**Assigned task**
All records after this line are to be returned verbatim.

*** Begin section ***

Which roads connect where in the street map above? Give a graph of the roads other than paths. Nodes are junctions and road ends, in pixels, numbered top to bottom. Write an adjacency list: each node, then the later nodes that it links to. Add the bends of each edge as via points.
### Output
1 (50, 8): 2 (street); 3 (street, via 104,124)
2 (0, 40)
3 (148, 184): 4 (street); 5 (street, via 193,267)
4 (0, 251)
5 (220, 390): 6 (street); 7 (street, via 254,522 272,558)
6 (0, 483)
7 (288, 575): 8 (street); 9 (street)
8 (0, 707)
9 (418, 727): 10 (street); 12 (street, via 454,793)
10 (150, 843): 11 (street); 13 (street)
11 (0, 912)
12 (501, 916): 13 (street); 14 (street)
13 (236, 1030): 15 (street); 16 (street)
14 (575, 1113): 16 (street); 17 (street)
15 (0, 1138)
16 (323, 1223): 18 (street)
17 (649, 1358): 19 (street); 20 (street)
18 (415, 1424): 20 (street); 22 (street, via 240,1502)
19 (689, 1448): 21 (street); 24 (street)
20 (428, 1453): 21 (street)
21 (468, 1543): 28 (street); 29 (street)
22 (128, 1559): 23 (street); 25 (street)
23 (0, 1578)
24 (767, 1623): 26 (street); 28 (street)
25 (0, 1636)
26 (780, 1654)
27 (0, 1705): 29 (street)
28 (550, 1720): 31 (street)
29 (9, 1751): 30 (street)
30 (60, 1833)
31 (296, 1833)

*** End section ***

**Problem solution**
Which roads connect where in the street map above? Give a graph of the roads other than paths. Nodes are junctions and road ends, in pixels, numbered top to bottom. Write an adjacency list: each node, then the later nodes that it links to. Add the bends of each edge as via points.
### Output
1 (50, 8): 2 (street); 3 (street, via 104,124)
2 (0, 40)
3 (148, 184): 4 (street); 5 (street, via 193,267)
4 (0, 251)
5 (220, 390): 6 (street); 7 (street, via 254,522 272,558)
6 (0, 483)
7 (288, 575): 8 (street); 9 (street)
8 (0, 707)
9 (418, 727): 10 (street); 12 (street, via 454,793)
10 (150, 843): 11 (street); 13 (street)
11 (0, 912)
12 (501, 916): 13 (street); 14 (street)
13 (236, 1030): 15 (street); 16 (street)
14 (575, 1113): 16 (street); 17 (street)
15 (0, 1138)
16 (323, 1223): 18 (street)
17 (649, 1358): 19 (street); 20 (street)
18 (415, 1424): 20 (street); 22 (street, via 240,1502)
19 (689, 1448): 21 (street); 24 (street)
20 (428, 1453): 21 (street)
21 (468, 1543): 28 (street); 29 (street)
22 (128, 1559): 23 (street); 25 (street)
23 (0, 1578)
24 (767, 1623): 26 (street); 28 (street)
25 (0, 1636)
26 (780, 1654)
27 (0, 1705): 29 (street)
28 (550, 1720): 31 (street)
29 (9, 1751): 30 (street)
30 (60, 1833)
31 (296, 1833)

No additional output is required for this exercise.